Hospital, Dublin South City, Co. Dublin
Co. Dublin |
Healthcare
Most visitors to Kilmainham know the gaol, that brooding Victorian prison a short walk away, but far fewer pause at the long, colonnaded building on the south bank of the Liffey that has the distinction of being the oldest fully Classical building still standing in Ireland.
It was never a hospital in the modern sense. The name reflects an older usage: a place of hospitality and care, in this case for old soldiers who had served in the wars and needed somewhere to see out their days. The building was designed to accommodate 300 such pensioners across its three floors, making it also the largest secular building of its period in the country.

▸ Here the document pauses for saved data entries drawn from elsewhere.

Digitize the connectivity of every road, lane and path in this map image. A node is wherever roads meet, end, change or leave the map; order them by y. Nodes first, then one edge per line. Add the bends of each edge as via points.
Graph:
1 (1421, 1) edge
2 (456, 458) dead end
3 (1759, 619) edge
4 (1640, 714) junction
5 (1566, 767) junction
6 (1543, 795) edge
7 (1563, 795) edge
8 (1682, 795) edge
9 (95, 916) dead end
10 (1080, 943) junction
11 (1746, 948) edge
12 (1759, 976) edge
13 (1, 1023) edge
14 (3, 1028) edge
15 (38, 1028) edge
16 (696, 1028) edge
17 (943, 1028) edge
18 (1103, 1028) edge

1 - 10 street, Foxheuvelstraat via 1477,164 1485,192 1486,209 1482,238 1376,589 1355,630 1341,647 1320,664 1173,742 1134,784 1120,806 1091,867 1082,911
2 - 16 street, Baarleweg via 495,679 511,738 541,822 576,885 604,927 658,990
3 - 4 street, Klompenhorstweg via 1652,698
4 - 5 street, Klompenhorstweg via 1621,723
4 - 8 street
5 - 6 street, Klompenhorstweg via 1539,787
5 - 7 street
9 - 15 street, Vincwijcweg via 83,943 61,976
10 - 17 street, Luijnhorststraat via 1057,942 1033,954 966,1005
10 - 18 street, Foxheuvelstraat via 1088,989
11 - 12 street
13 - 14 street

William Robinson, who held the position of Surveyor General, completed the main structure in 1684, with the steeple tower following in 1701. The layout follows a courtyard and piazza plan, a formal arrangement borrowed from Continental Europe, with open arcading running along three sides of the ground floor and partway along a fourth. The north front is built of calp stone, a dark Dublin limestone, dressed with limestone, granite, and plaster. At the centre of each range, doorways are topped with tympana, the triangular or curved decorative panels set into a frame above a door, here carved from wood rather than the more usual stone. Above the main entrance are the arms of the First Duke of Ormonde. The building has been compared to Les Invalides in Paris, which Louis XIV had constructed between 1670 and 1676 for much the same purpose, though Kilmainham followed a somewhat more restrained architectural programme. Archaeological work carried out in 1976 ahead of restoration uncovered the remains of cobbled paths in the grounds, along with late eighteenth-century pottery and clay pipes.
The building sits within grounds that are worth approaching on foot from the Liffey side, where the scale of the north front becomes properly apparent. The OPW has been responsible for its restoration, and the building now functions as the Irish Museum of Modern Art, which means the interior, including the Great Hall and Chapel in the north range, is generally accessible during museum opening hours. The arcaded walkways reward a slow circuit; the carved wooden tympana above the doorways are easy to overlook but repay close attention.